James Kanze · Nov 7, 2008

[ ... ]

Just as a note, the common claim that hash table are O(1)
per access whereas search trees are O(log n) per access is
misleading, and is arrived at by an apples and oranges
comparison. The number of probes in a hash table is O(1)
whereas the number of probes in a search tree is O(log n).
However the cost of computing the hash code for independent
keys is O(m) where m is the average key length, which is
necessarily greater than log2(n). In comparison based trees
the cost of the comparison is O(m), i.e., the probe cost is
O(m). In radix based trees the probe cost is O(1). If O(m)
= O(n) the execution costs per probe (ignoring access
issues) are:

Click to expand...

Click to expand...

Keeping in mind, however, that m and n will usually be quite a
bit difference, so any similarity between O(m) and O(n) is
purely coincidental. In reality, the performance of hash
tables tends to be rather different in general than the
performance of tree-based systems (radix or comparison).

Click to expand...

Funny that no one has mentionned it, but the performance of a
hash table is very, very dependent on the quality of the hashing
function. With a perfect hashing function, the access time is
O(1), but with a poor hashing function, it can be significantly
worse---even to the point of O(n). Unless you're sure that you
can define a good hashing function, you're probably better off
with a balanced tree. (The radix tree is an interesting
suggestion, often ignored. Given the sparseness of the entries,
it may result in a significant lack of locality and a too many
cache misses. But given typical word length, this isn't
certain, and it has other advantages, like not requiring the
word to be actually assembled in memory.)

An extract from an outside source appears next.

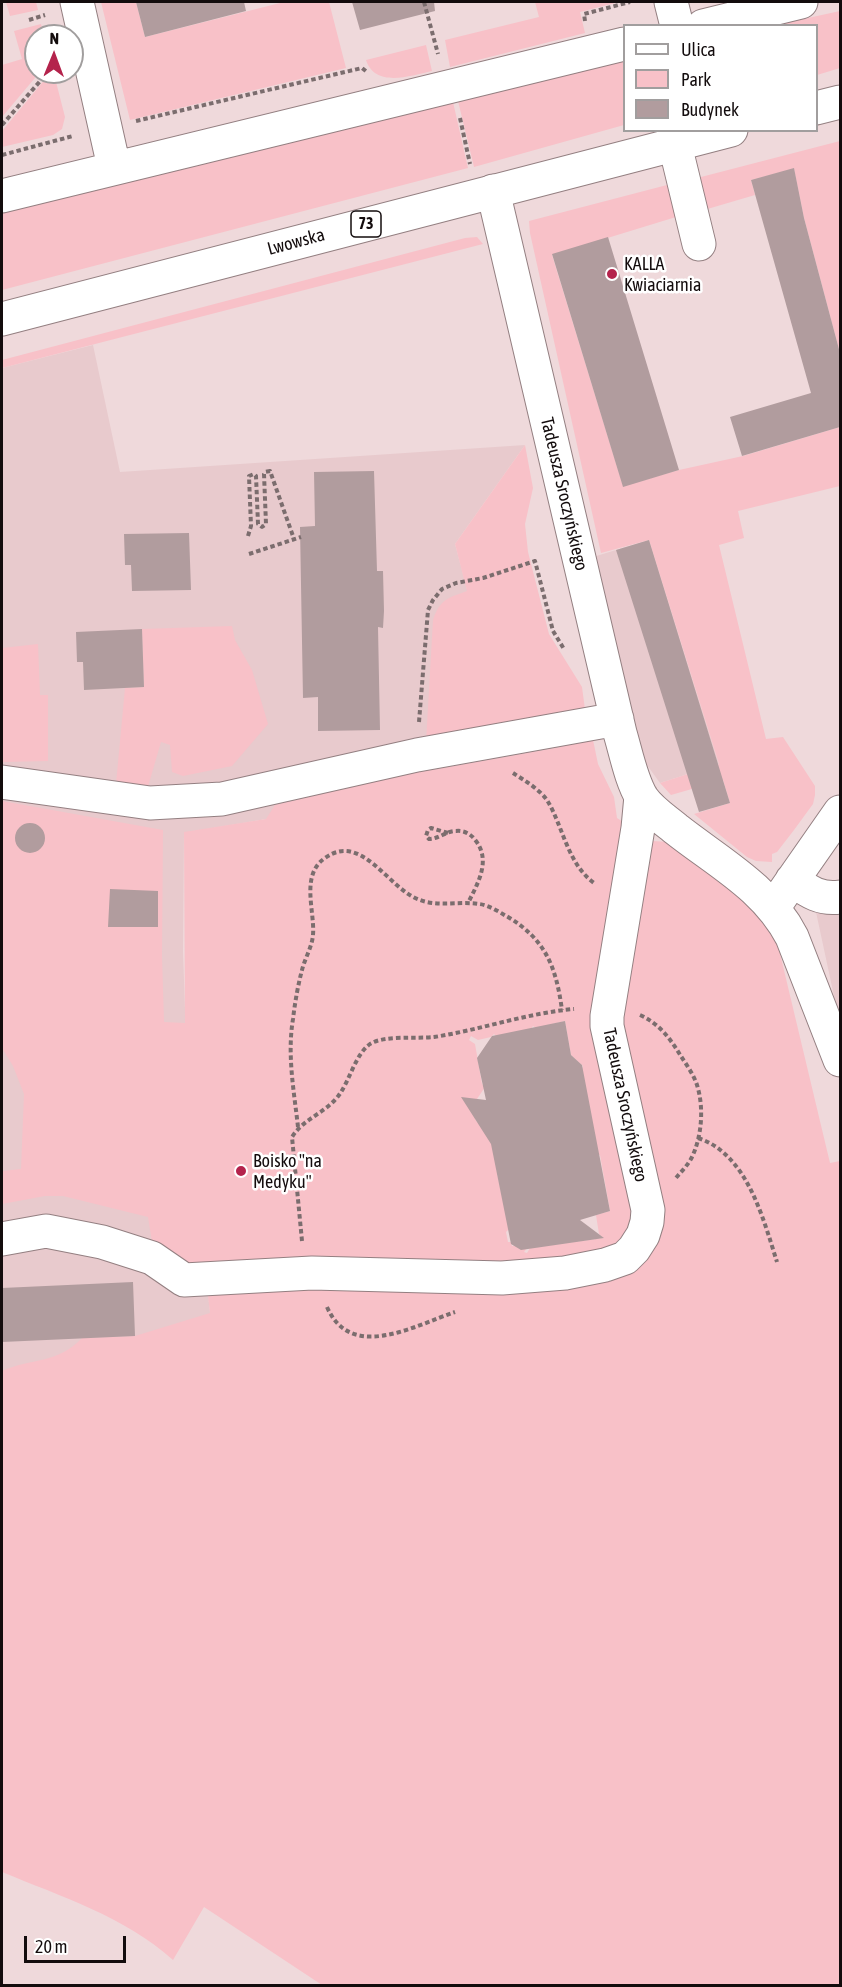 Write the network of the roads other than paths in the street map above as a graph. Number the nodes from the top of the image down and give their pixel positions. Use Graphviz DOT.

Note, however, that there are factors that don't show up in a
big-O comparison that can still be quite substantial,
especially for collectiosn of reasonble sizes. For one obvious
one, consider the common case (like this one) where the keys
are strings. Hashing the string requires looking at the whole
string, but comparing two strings will often look at _far_
fewer -- for the first few probes, it'll typically only
involve looking at one or two characters.

Click to expand...

From a theoretical viewpoint, this effect is negligible -- but
given the number of words in a typical vocabulary, it can be
quite substantial.

Click to expand...

I've done some actual measures (some time back), see
http://kanze.james.neuf.fr/code/Docs/html/Hashcode.html. In
this case, I only measured access, not insertion, but for the
list of words in the ispell French dictionary, I found that a
hash table with a good hashing function (FNV or my Mersenne
prime algorithm) was better than three times faster; using a
list of actual program symbols, the difference was still better
than 2.5 (the French word list contained 94883 different words,
the program symbols 15047).

I've since added some additional hashing algorithms, and tested
on differernt machines (which does make a difference), but I've
not gotten the results written up. I think I'll add an
implementation using a radix tree, just for good measure.

James Kanze · Nov 7, 2008

That's so true. However, we shouldn't completely dismiss
"micro-optimization" and "hacker-optimization" once we have
come up with the fastest possible overall algorithm.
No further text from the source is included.